Like I said before, like them or not, these are ways that we are tying to tighten our budget and "stretch the boobs"!


  1. I was reading your post on the baggies for storing your milk. I learned a really helpful and cheap tip when I was breastfeeding my daughter. You can pour your milk into ice cube strays and then you can store an entire tray of cubes in one freezer bag. Each cube is about 1 ounce of milk and you just take out one cube or the whole bag of cubes to thaw. It is a lot cheaper and a lot less messy. Our babysitter loved this. I would take a bag of ice cubes to her and she would thaw them out as needed. It worked wonderful.

  2. THis is so fun Amber!! I loved reading about what's going on in your life (although I have no idea how you have time to blog since I can hardly check my email once a month and I only have one child!! I am impressed). I did want to comment on your milk issue. I did lots of research while breastfeeding J.T. and if I remember correctly it is perfectly acceptable to "lump" milk together but you should never mix milk that has been pumped more than 24 hours apart and the quicker it gets in the freezer the better. As to the bags, my only two concerns about ziplock would be 1) do they seal well enough? probably so and how can they be any better/worse than the breast milk bags so this is probably not a biggie and 2) what about ziplock and BPA? I know the breast bags are BPA free which means you don't have to worry about it leaking out of the plastic over time and causing cancer or whatever it is supposed to cause. I dont' know how dangerous it really is but I know it is the fad in the baby industry these days that everything that touches your babies mouth should be BPA free so you may want to check that out. Other than that I loved reading your tips!! I wish I had thought of them with JT but I will definitly use them if we ever have baby number two!!! love you and take care!!
    -Katie Urban

  3. Katie - so far the bags are sealing well enough. I do have to make sure that I freeze them with the seal upwards, but other then that the freezing seems to be going fine. As to the BPA - I haven't done a whole lot of research on this subject and my ignorant thought is this...if BPA is good enough for myself, my husband and my 2 year old - it's probably ok for the baby. I don't think my old yard sale bottles are BPA free so there is one more thing to worry about if I so choose - I don't. I figure that all of the things that they are now telling us is dangerous for our kids I ate/or used back in bundles when I was little. Don't get me wrong I think there are a lot of dangerous things out there, but this is not one that I'm choosing to worry about (once again personal opinion - ask me again in 20 years)! BTW - we had the 2 month check-up yesterday, he's gained 4 lbs and 12 oz in 2 months - just call me super Bessie!

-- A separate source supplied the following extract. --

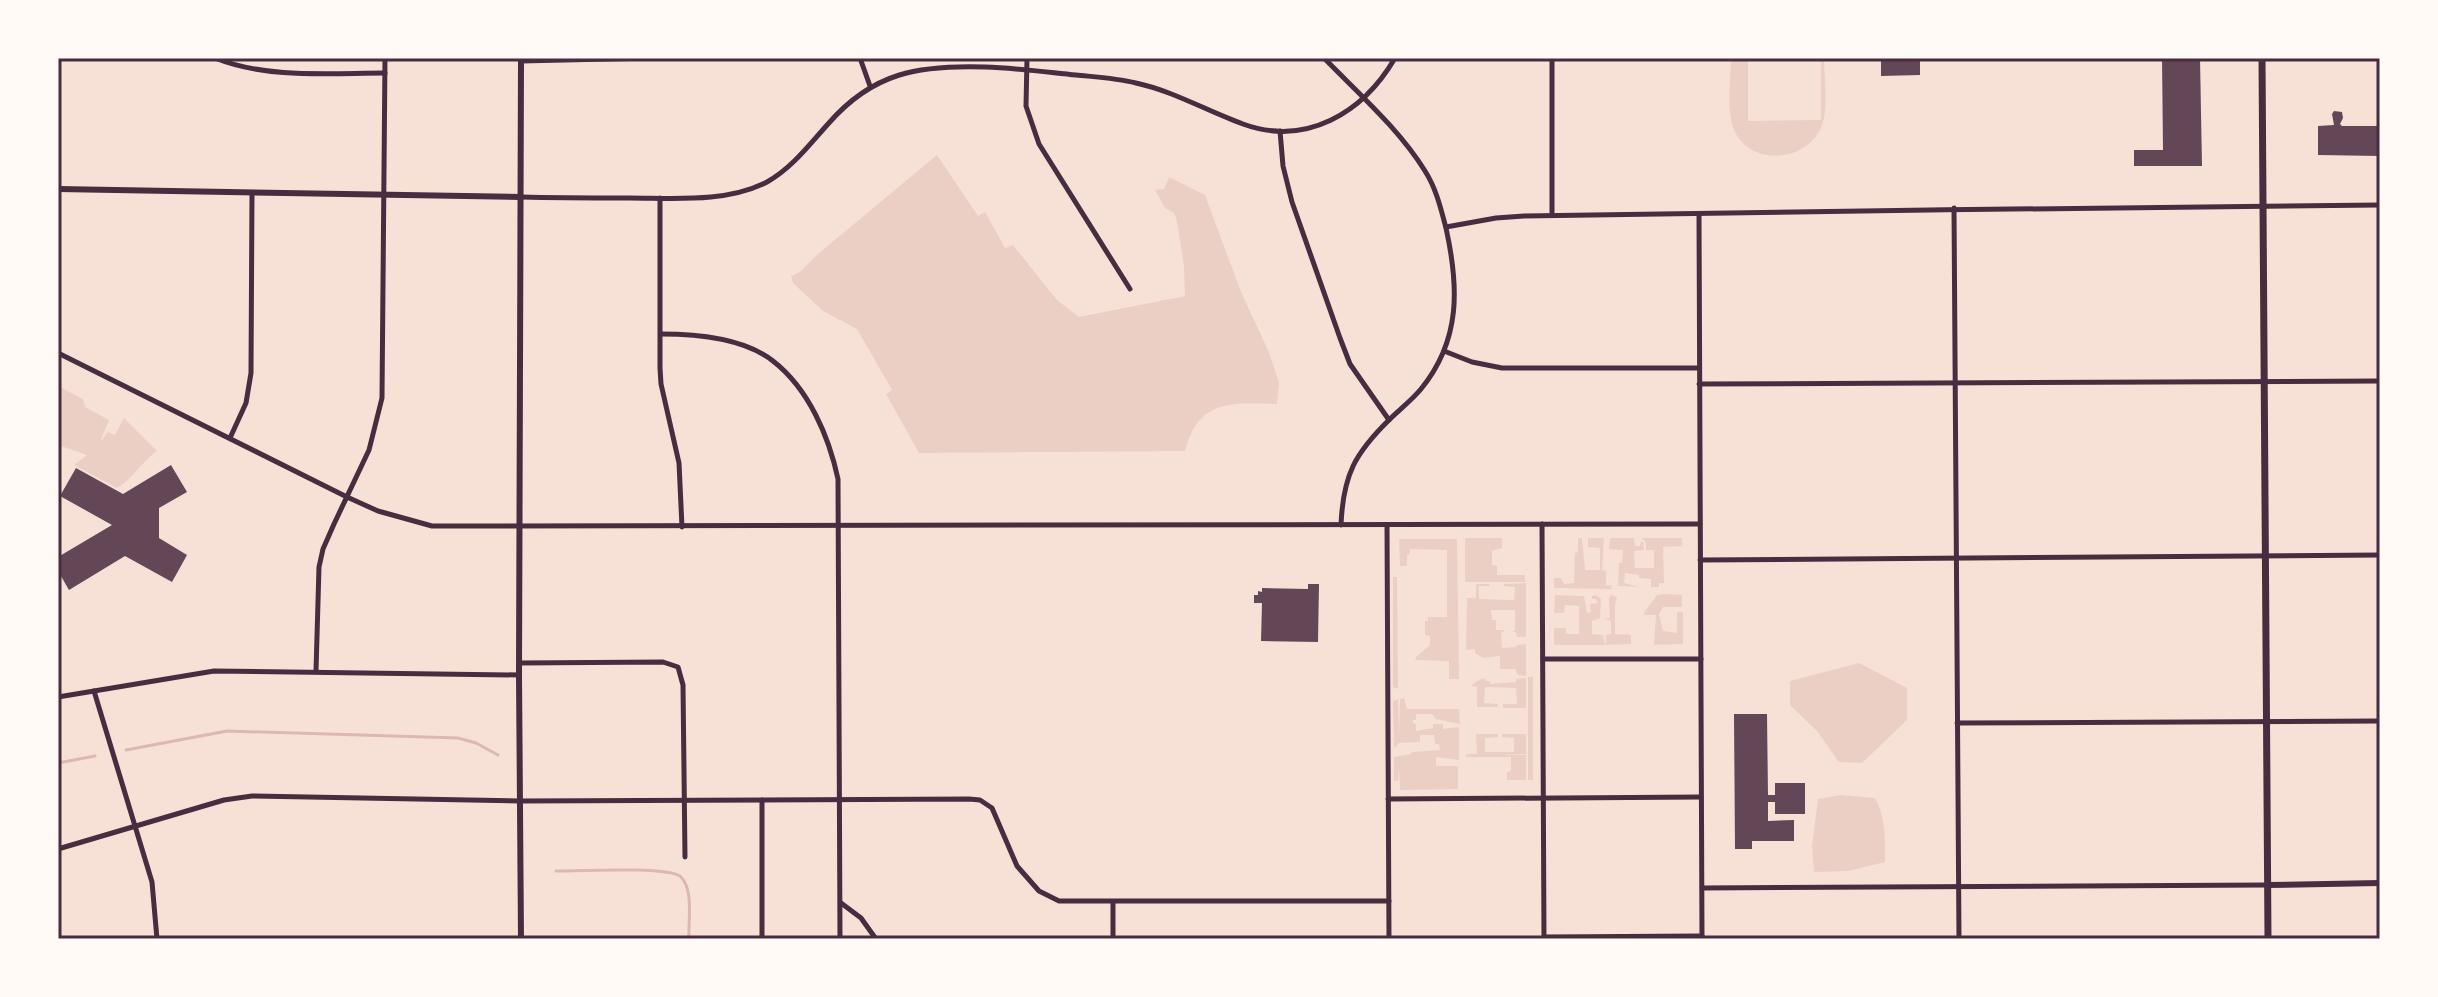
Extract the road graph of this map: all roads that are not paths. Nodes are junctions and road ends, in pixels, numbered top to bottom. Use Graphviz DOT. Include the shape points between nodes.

    About the ice cube idea! I love it but for me it wouldn't work - one b/c of the ease of storing milk while I'm at work pumping that the bags provide and two our daycare has to have the milk provide ready to go in bottles, so the idea of only taking out what you need doesn't work for us. But that you so much for passing that idea along!

  4. Hey girl--it's so cool that you have a blog. I do too: RyanandAlex.blogspot.com. I don't update it as often as I would like, but I enjoy it tremendously. Have a great day .

  5. I also had to pump at work and would just store my milk in a glass jar while at work and each night I would pour the milk into the ice cube trays.